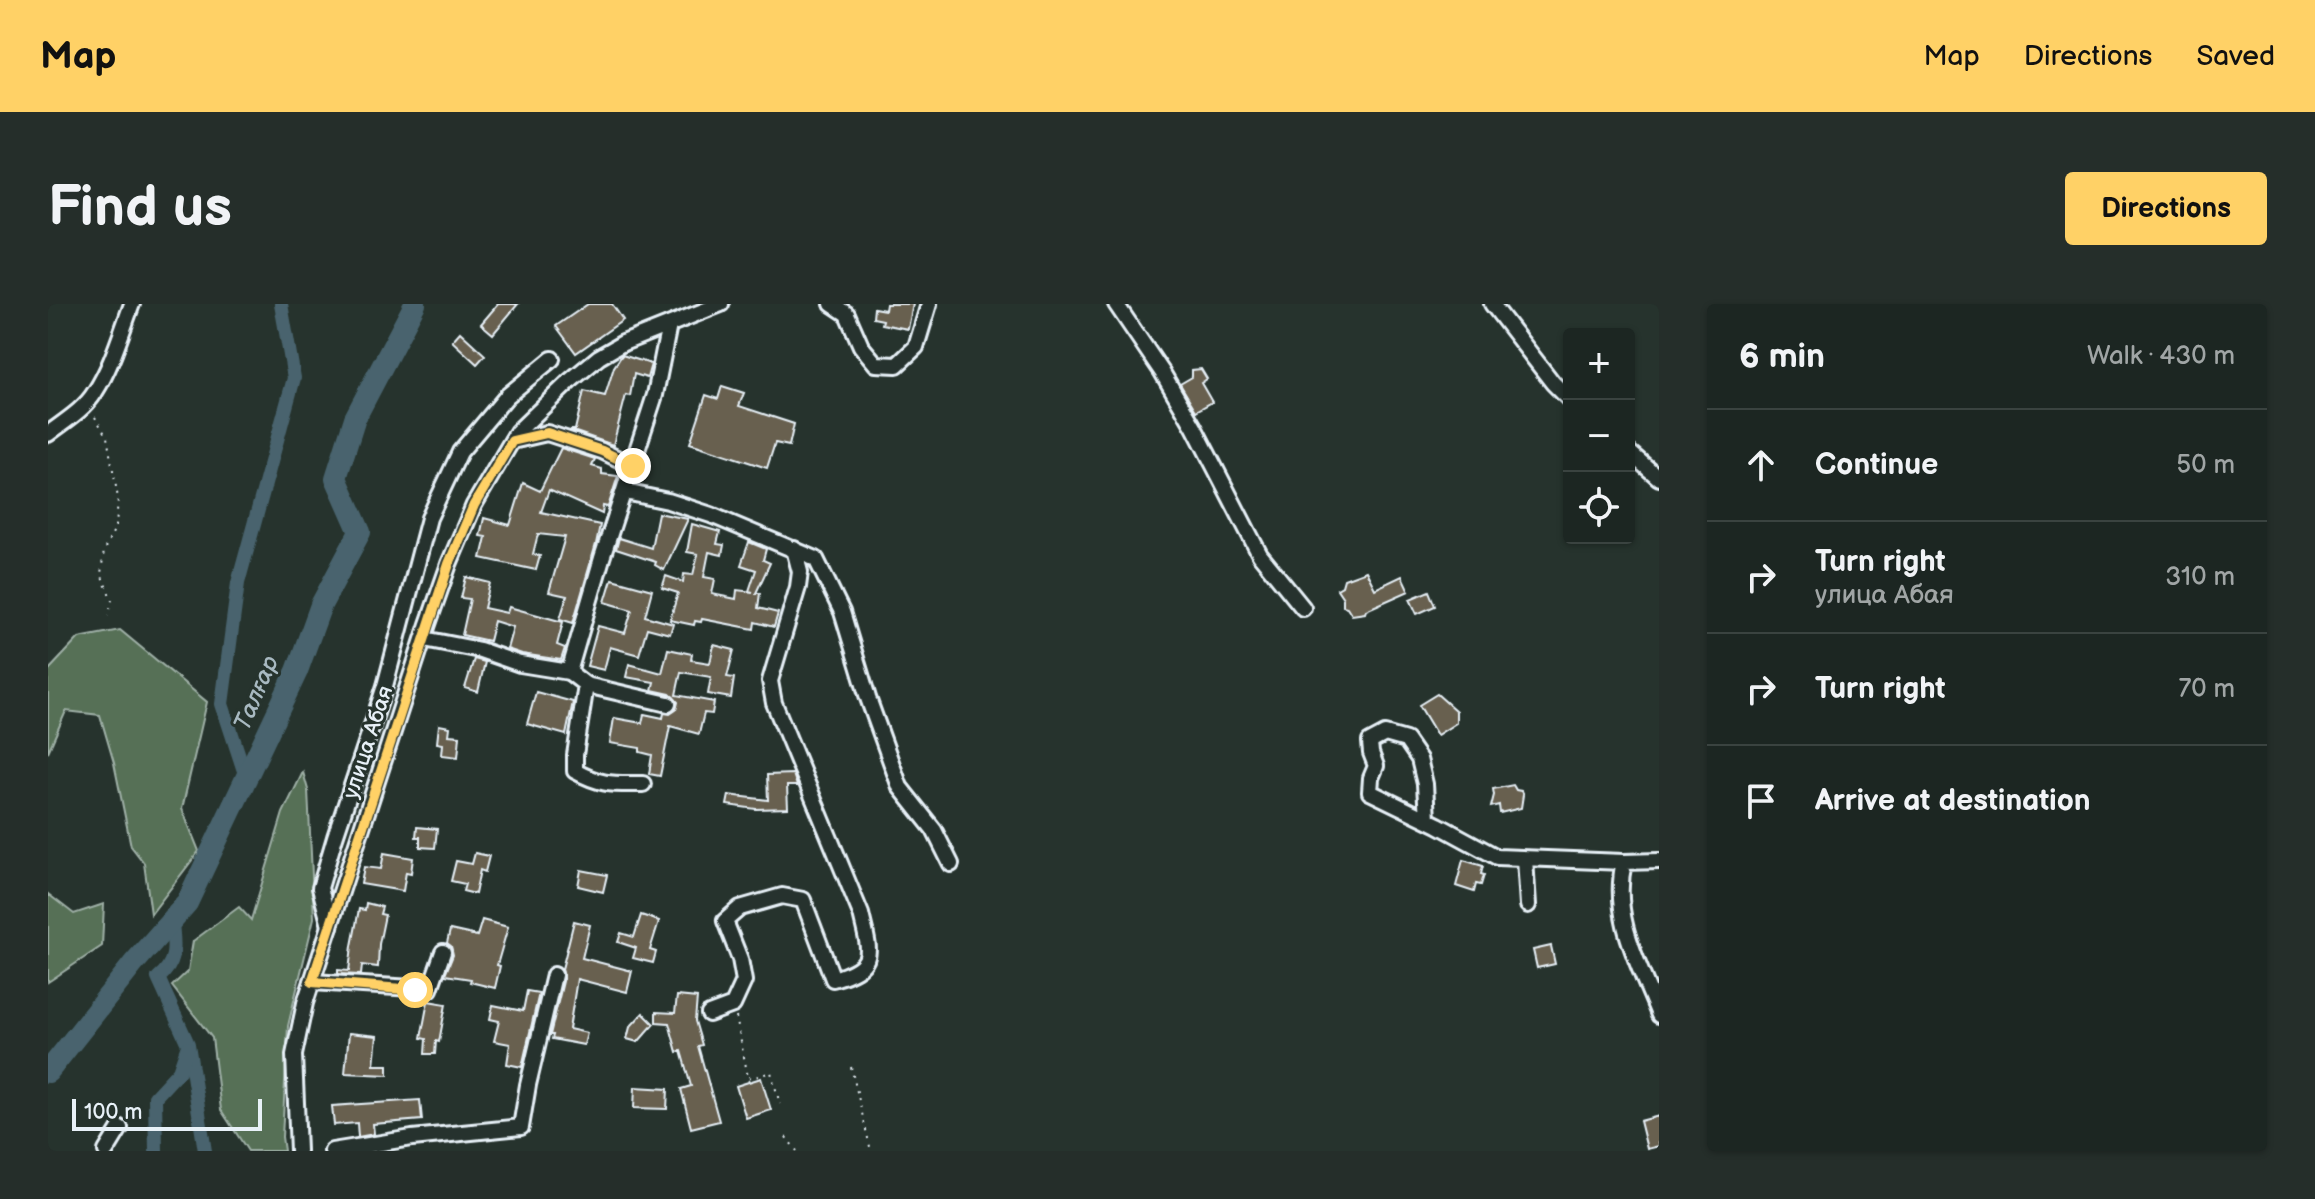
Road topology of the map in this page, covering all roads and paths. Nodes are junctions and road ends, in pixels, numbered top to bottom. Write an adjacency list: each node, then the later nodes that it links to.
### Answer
1 (132, 304): 10 (street)
2 (721, 304): 7 (street, улица Абая)
3 (832, 304): 4 (street)
4 (929, 304)
5 (1116, 304): 18 (street)
6 (1492, 304): 9 (street)
7 (669, 325): 12 (street, улица Абая); 14 (street)
8 (552, 359): 31 (street)
9 (1563, 393)
10 (87, 402): 11 (street); 19 (path)
11 (48, 434)
12 (512, 441): 14 (street); 20 (street, улица Абая)
13 (1635, 457): 15 (street)
14 (633, 466): 16 (street)
15 (1659, 478)
16 (625, 492): 17 (street); 21 (street)
17 (794, 549): 29 (street); 35 (street)
18 (1303, 608)
19 (108, 616)
20 (424, 639): 21 (street); 31 (street, улица Абая)
21 (569, 672): 22 (street)
22 (586, 685): 23 (street); 24 (street)
23 (668, 704)
24 (643, 784)
25 (1427, 819): 25 (street); 26 (street)
26 (1525, 859): 28 (street); 30 (street)
27 (1659, 861): 28 (street)
28 (1624, 862): 37 (street)
29 (951, 864)
30 (1528, 905)
31 (330, 927): 34 (street, улица Абая)
32 (443, 952): 34 (street)
33 (554, 975): 46 (street)
34 (312, 982): 45 (street, улица Абая)
35 (709, 1014)
36 (735, 1014): 39 (path)
37 (1659, 1015)
38 (851, 1067): 48 (path)
39 (748, 1076): 40 (path); 41 (path)
40 (749, 1082)
41 (780, 1104)
42 (120, 1128): 44 (street)
43 (786, 1137): 47 (path)
44 (106, 1151)
45 (298, 1151)
46 (332, 1151)
47 (797, 1151)
48 (871, 1151)

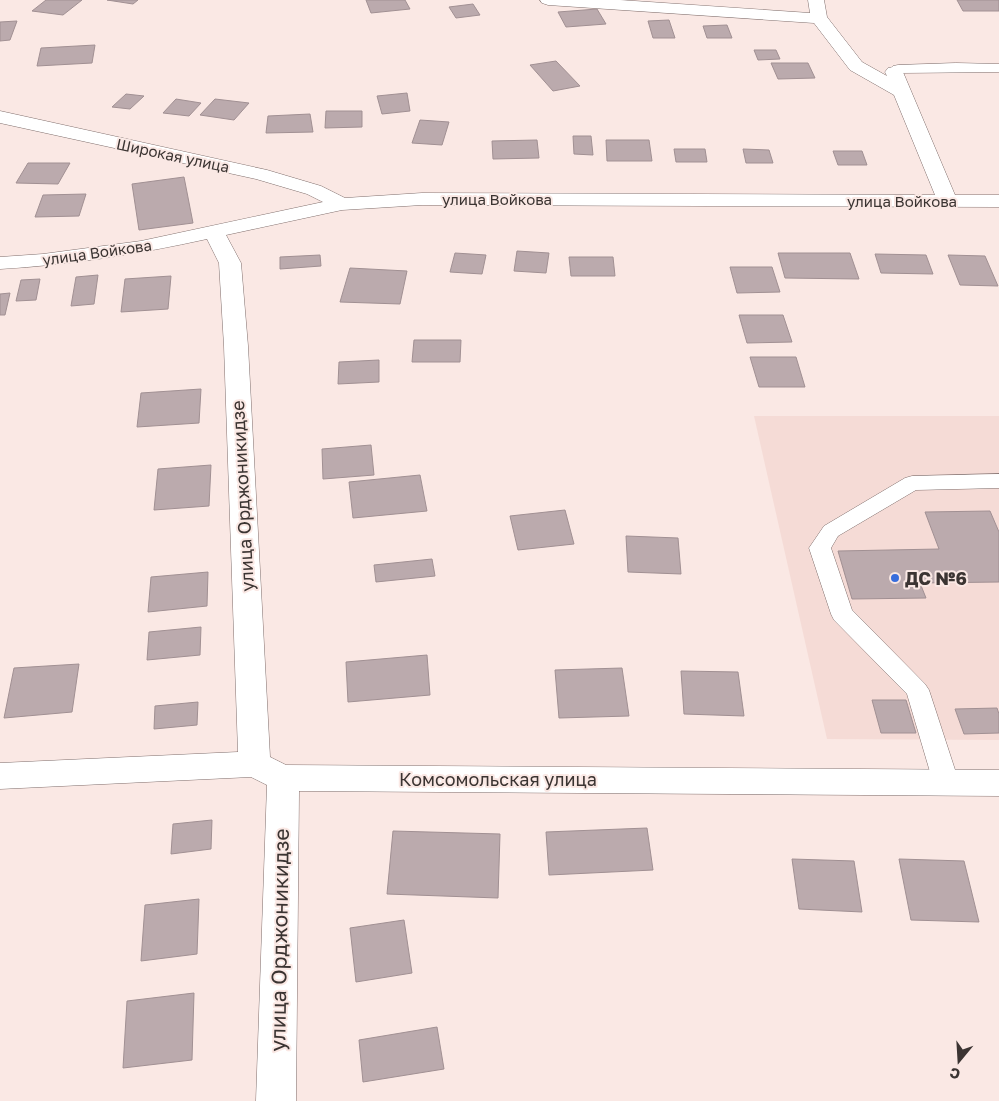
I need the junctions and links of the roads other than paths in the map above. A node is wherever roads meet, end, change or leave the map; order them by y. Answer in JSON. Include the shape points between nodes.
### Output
{"nodes":[{"id":1,"x":548,"y":0,"type":"edge"},
{"id":2,"x":816,"y":0,"type":"edge"},
{"id":3,"x":819,"y":18,"type":"junction"},
{"id":4,"x":999,"y":68,"type":"edge"},
{"id":5,"x":894,"y":72,"type":"joint"},
{"id":6,"x":901,"y":91,"type":"junction"},
{"id":7,"x":0,"y":117,"type":"edge"},
{"id":8,"x":999,"y":201,"type":"edge"},
{"id":9,"x":948,"y":202,"type":"junction"},
{"id":10,"x":342,"y":204,"type":"junction"},
{"id":11,"x":214,"y":232,"type":"junction"},
{"id":12,"x":0,"y":263,"type":"edge"},
{"id":13,"x":999,"y":481,"type":"edge"},
{"id":14,"x":269,"y":771,"type":"junction"},
{"id":15,"x":0,"y":776,"type":"edge"},
{"id":16,"x":946,"y":782,"type":"junction"},
{"id":17,"x":999,"y":783,"type":"edge"},
{"id":18,"x":276,"y":1101,"type":"edge"}],
"edges":[{"from":1,"to":3,"type":"street"},
{"from":2,"to":3,"type":"street"},
{"from":3,"to":6,"type":"street","via":[[856,66]]},
{"from":4,"to":5,"type":"lane","via":[[956,67]]},
{"from":5,"to":6,"type":"street"},
{"from":6,"to":9,"type":"street"},
{"from":7,"to":10,"type":"street","name":"Широкая улица","via":[[260,174],[314,190]]},
{"from":8,"to":9,"type":"street","name":"улица Войкова"},
{"from":9,"to":10,"type":"street","name":"улица Войкова","via":[[422,199]]},
{"from":10,"to":11,"type":"street","name":"улица Войкова"},
{"from":11,"to":12,"type":"street","name":"улица Войкова","via":[[141,247]]},
{"from":11,"to":14,"type":"street","name":"улица Орджоникидзе","via":[[230,263]]},
{"from":13,"to":16,"type":"lane","via":[[912,483],[831,531],[820,548],[842,614],[917,690]]},
{"from":14,"to":15,"type":"street","name":"Комсомольская улица"},
{"from":14,"to":16,"type":"street","name":"Комсомольская улица"},
{"from":14,"to":18,"type":"street","name":"улица Орджоникидзе"},
{"from":16,"to":17,"type":"street","name":"Комсомольская улица"}]}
::::::::
Write out the lines of the entries above exactly, beginning with the first and ending with the line that contains "I need the junctions". No picture goes in.

Road topology of the map in this page, covering all roads and paths. Nodes are junctions and road ends, in pixels, numbered top to bottom. Write an adjacency list: each node, then the later nodes that it links to.
### Answer
1 (132, 304): 10 (street)
2 (721, 304): 7 (street, улица Абая)
3 (832, 304): 4 (street)
4 (929, 304)
5 (1116, 304): 18 (street)
6 (1492, 304): 9 (street)
7 (669, 325): 12 (street, улица Абая); 14 (street)
8 (552, 359): 31 (street)
9 (1563, 393)
10 (87, 402): 11 (street); 19 (path)
11 (48, 434)
12 (512, 441): 14 (street); 20 (street, улица Абая)
13 (1635, 457): 15 (street)
14 (633, 466): 16 (street)
15 (1659, 478)
16 (625, 492): 17 (street); 21 (street)
17 (794, 549): 29 (street); 35 (street)
18 (1303, 608)
19 (108, 616)
20 (424, 639): 21 (street); 31 (street, улица Абая)
21 (569, 672): 22 (street)
22 (586, 685): 23 (street); 24 (street)
23 (668, 704)
24 (643, 784)
25 (1427, 819): 25 (street); 26 (street)
26 (1525, 859): 28 (street); 30 (street)
27 (1659, 861): 28 (street)
28 (1624, 862): 37 (street)
29 (951, 864)
30 (1528, 905)
31 (330, 927): 34 (street, улица Абая)
32 (443, 952): 34 (street)
33 (554, 975): 46 (street)
34 (312, 982): 45 (street, улица Абая)
35 (709, 1014)
36 (735, 1014): 39 (path)
37 (1659, 1015)
38 (851, 1067): 48 (path)
39 (748, 1076): 40 (path); 41 (path)
40 (749, 1082)
41 (780, 1104)
42 (120, 1128): 44 (street)
43 (786, 1137): 47 (path)
44 (106, 1151)
45 (298, 1151)
46 (332, 1151)
47 (797, 1151)
48 (871, 1151)

I need the junctions and links of the roads other than paths in the map above. A node is wherever roads meet, end, change or leave the map; order them by y. Answer in JSON. Include the shape points between nodes.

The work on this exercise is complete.